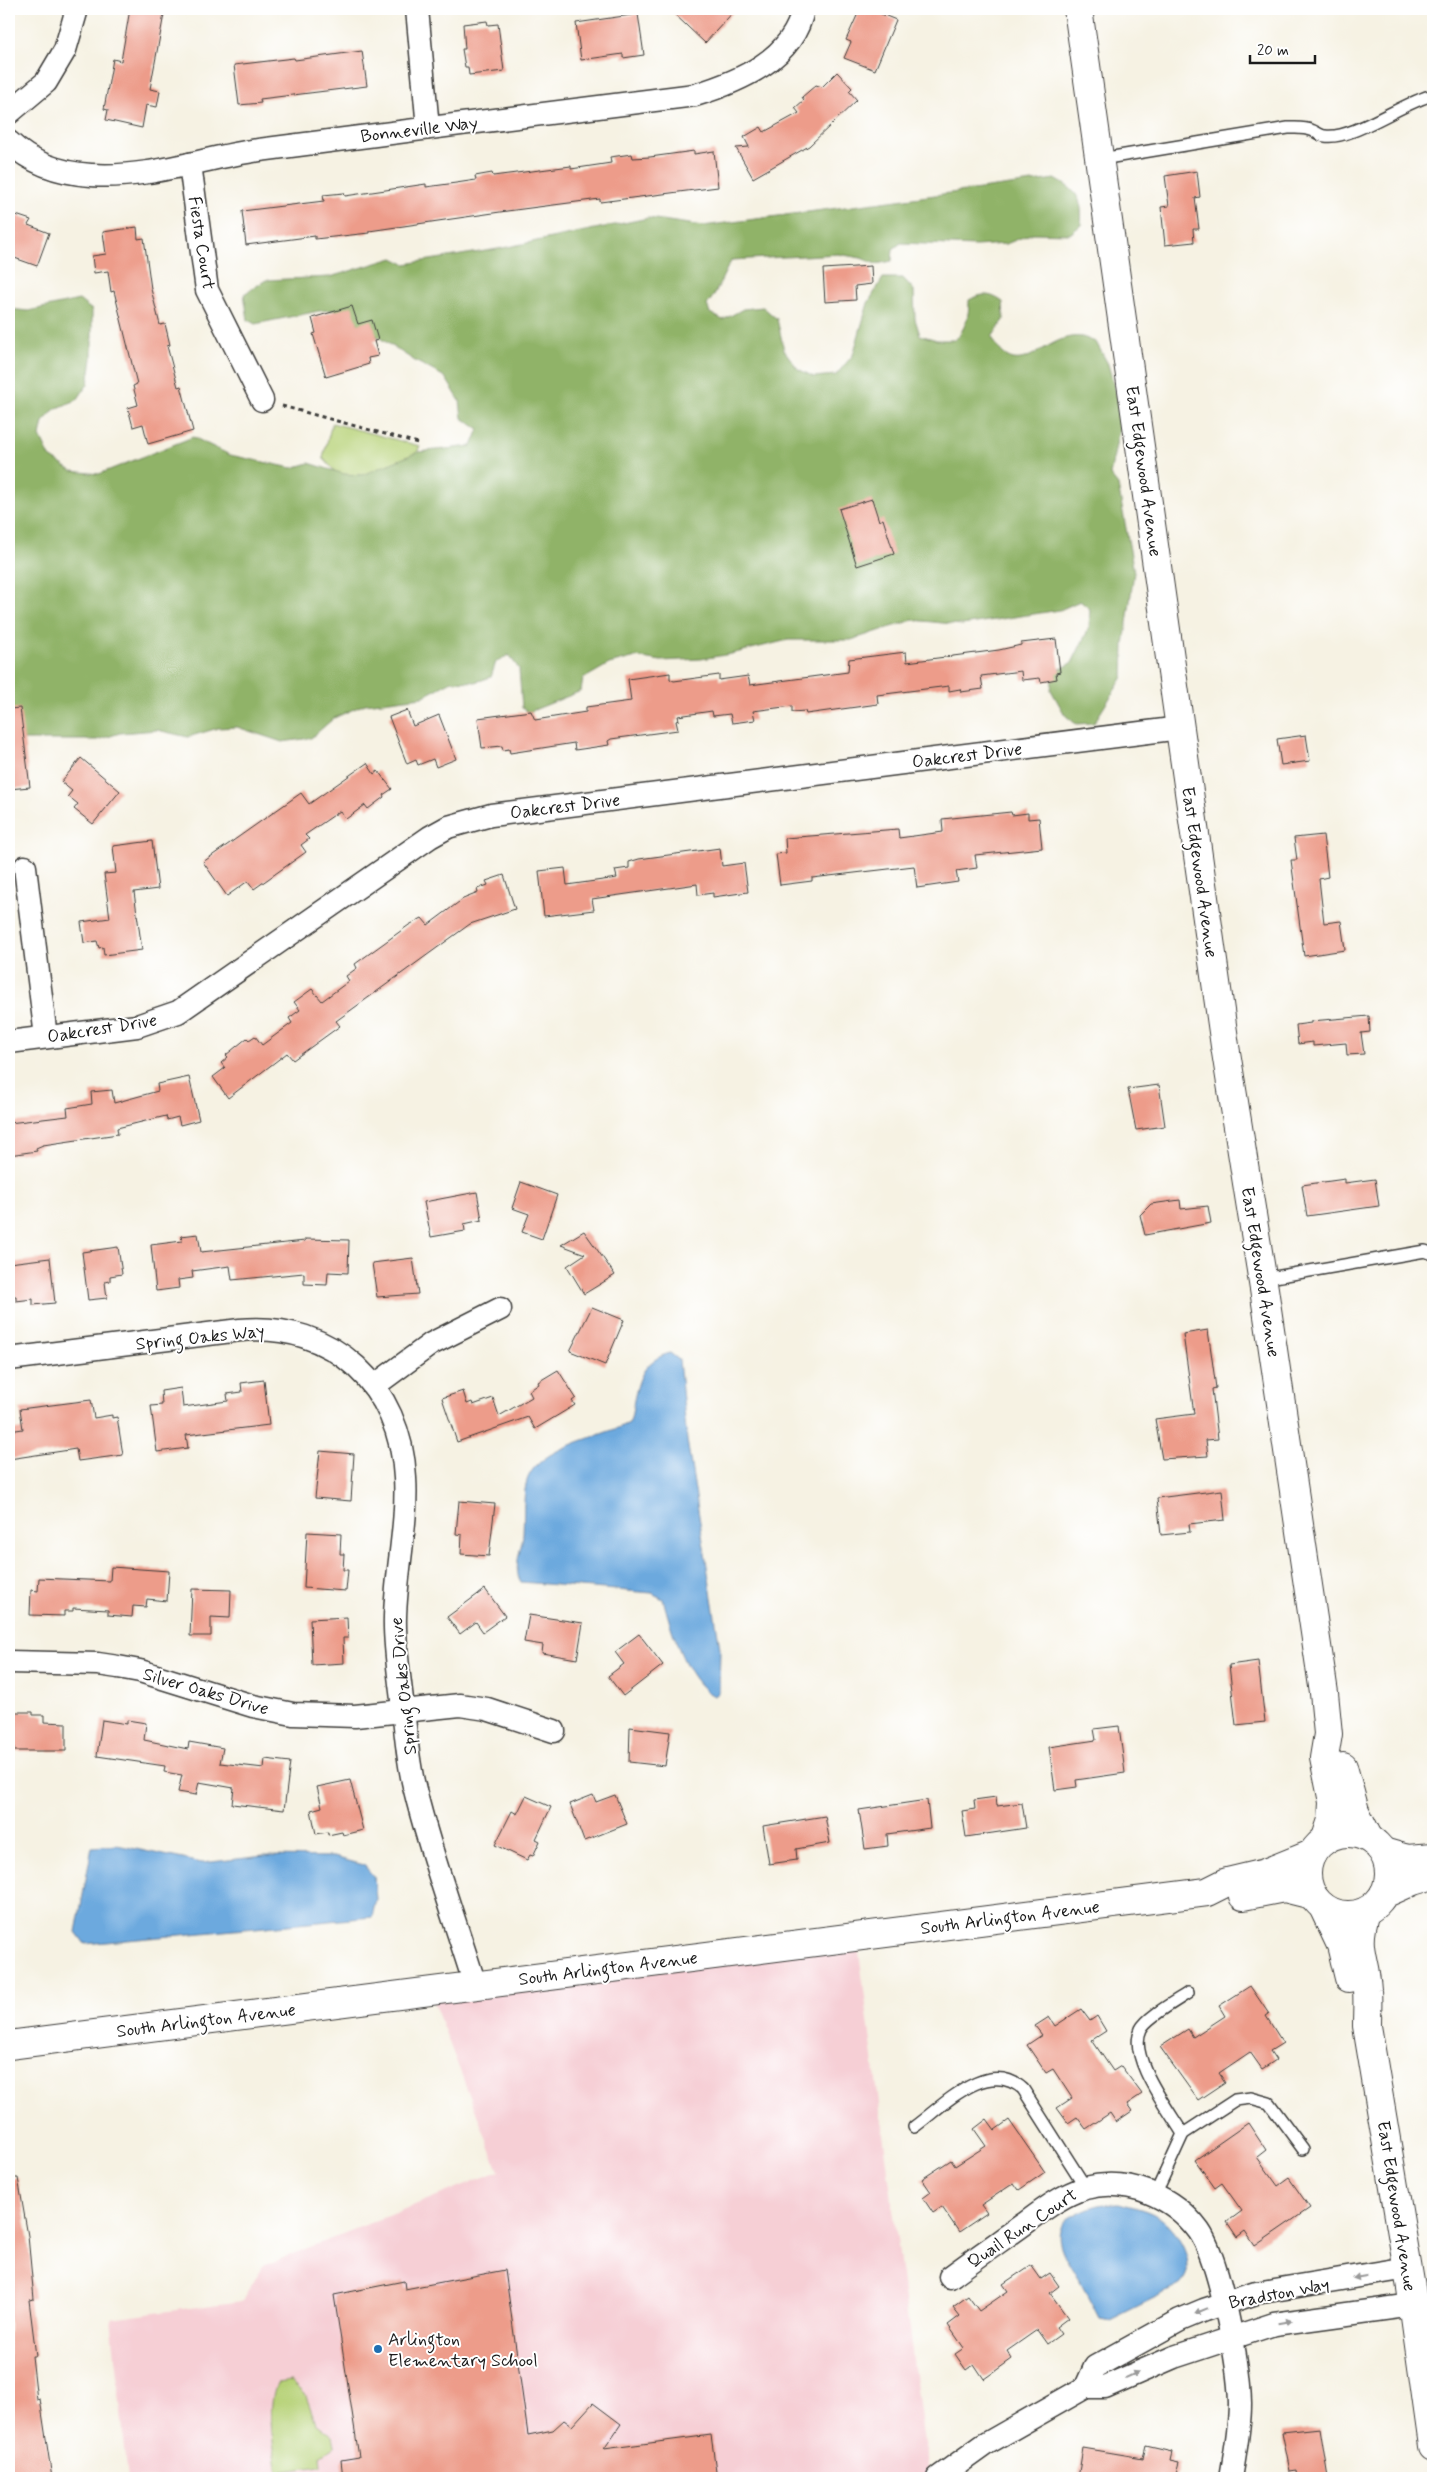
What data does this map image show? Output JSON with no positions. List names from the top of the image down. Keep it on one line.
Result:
{"streets":{"main road":["East Edgewood Avenue","South Arlington Avenue"],"street":["Bonneville Way","Fiesta Court","Oakcrest Drive","Spring Oaks Way","Spring Oaks Drive","Silver Oaks Drive","Quail Run Court","Bradston Way"]},"crossings":[["Bonneville Way","Fiesta Court"],["East Edgewood Avenue","Oakcrest Drive"],["East Edgewood Avenue","Bradston Way"],["Spring Oaks Way","Spring Oaks Drive"],["Spring Oaks Drive","Silver Oaks Drive"],["Spring Oaks Drive","South Arlington Avenue"],["Quail Run Court","Bradston Way"]],"places":["Arlington Elementary School"],"scale_bar":"20 m"}
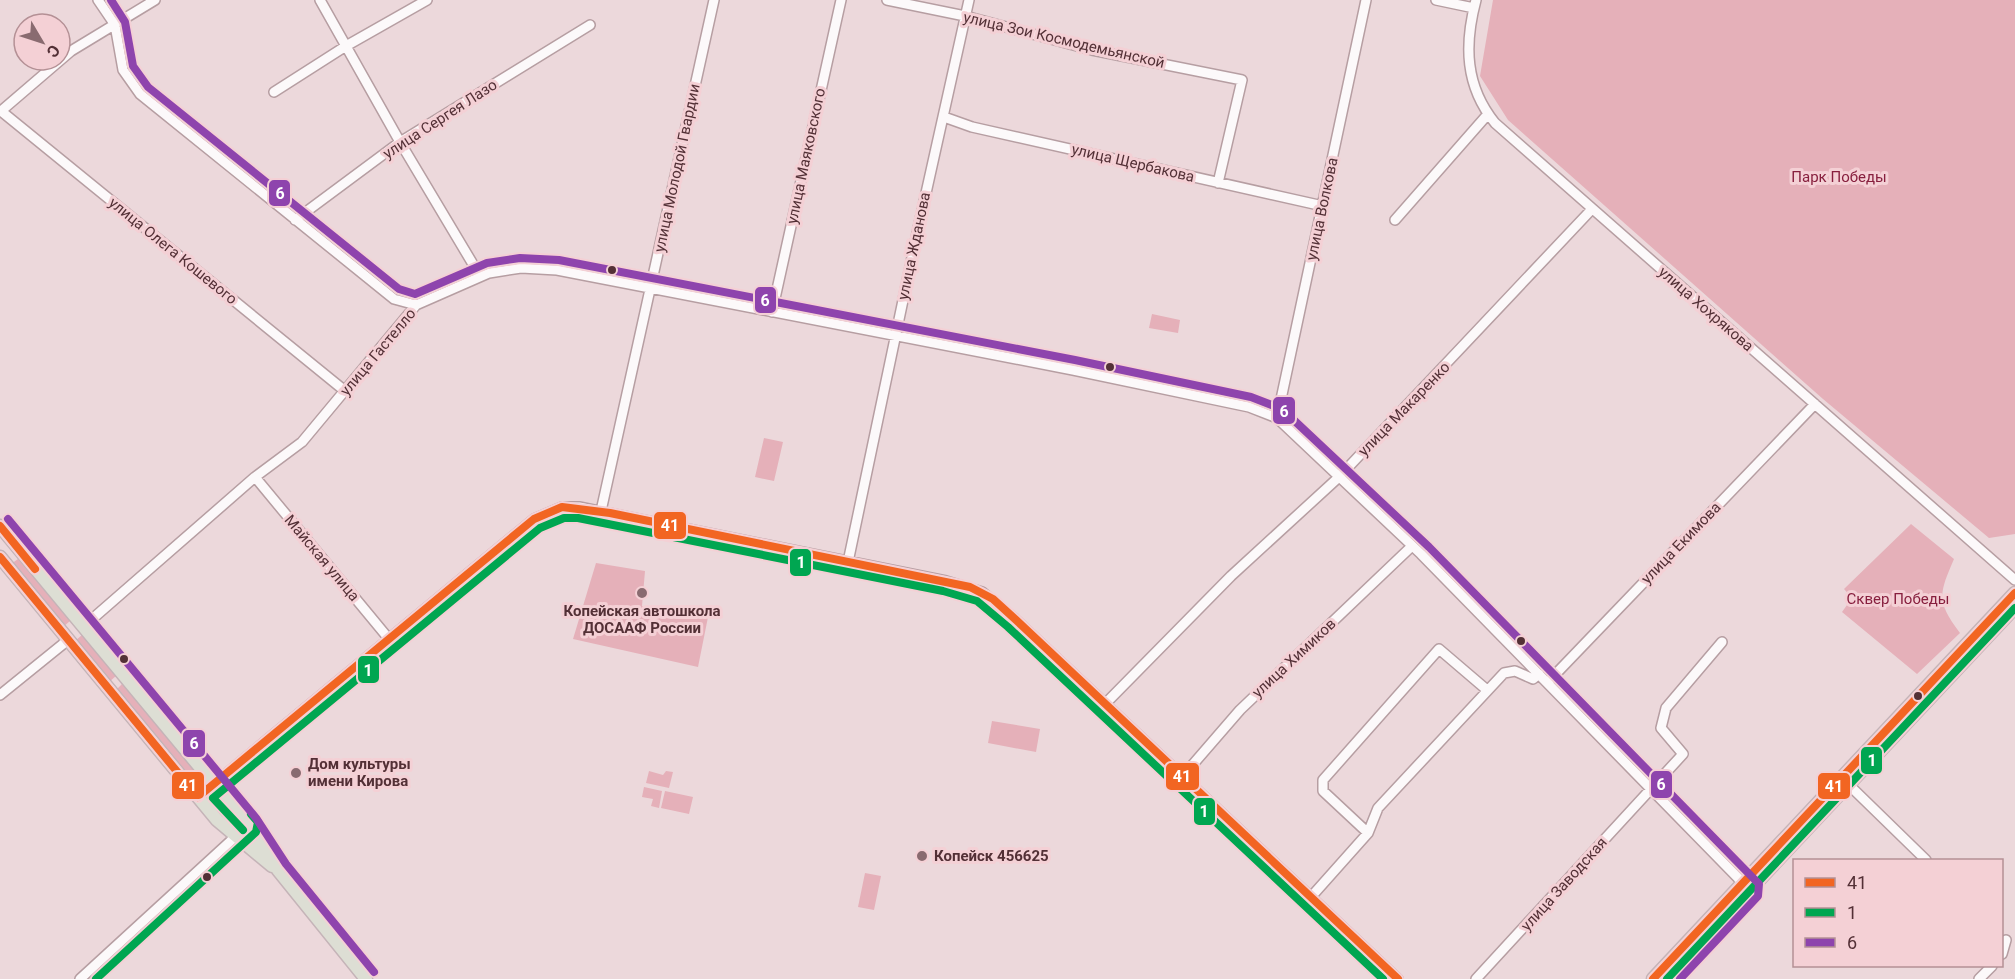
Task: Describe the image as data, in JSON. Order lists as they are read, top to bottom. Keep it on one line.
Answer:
{"streets":{"main road":["улица Гастелло"],"street":["улица Зои Космодемьянской","улица Сергея Лазо","улица Маяковского","улица Щербакова","улица Молодой Гвардии","улица Волкова","улица Жданова","улица Олега Кошевого","улица Хохрякова","улица Макаренко","улица Екимова","Майская улица","улица Химиков","улица Заводская"]},"crossings":[["улица Зои Космодемьянской","улица Щербакова"],["улица Зои Космодемьянской","улица Жданова"],["улица Маяковского","улица Гастелло"],["улица Щербакова","улица Волкова"],["улица Щербакова","улица Жданова"],["улица Молодой Гвардии","улица Гастелло"],["улица Волкова","улица Гастелло"],["улица Жданова","улица Гастелло"],["улица Олега Кошевого","улица Гастелло"],["улица Хохрякова","улица Макаренко"],["улица Хохрякова","улица Екимова"],["улица Гастелло","Майская улица"]],"parks":["Парк Победы","Сквер Победы"],"places":["Копейская автошкола ДОСААФ России","Дом культуры имени Кирова","Копейск 456625"],"lines":["transit line 6","transit line 41","transit line 1"],"legend":["41","1","6"],"north":"bottom right"}
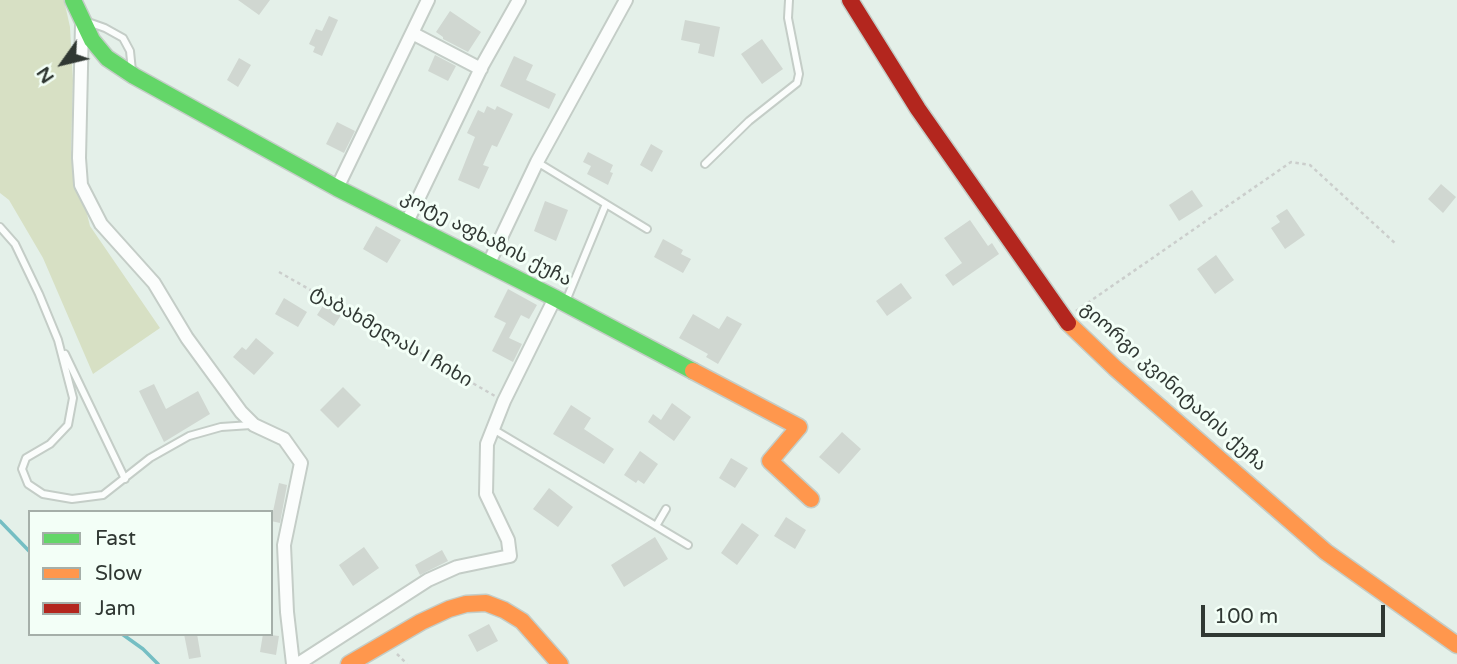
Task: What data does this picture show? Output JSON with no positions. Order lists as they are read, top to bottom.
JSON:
______
» Work to complete: Please show the lines of the material that contain the string "What".

» Response for this exercise:
What data does this map image show? Output JSON with no positions. List names from the top of the image down. Keep it on one line.
Task: What data does this picture show? Output JSON with no positions. Order lists as they are read, top to bottom.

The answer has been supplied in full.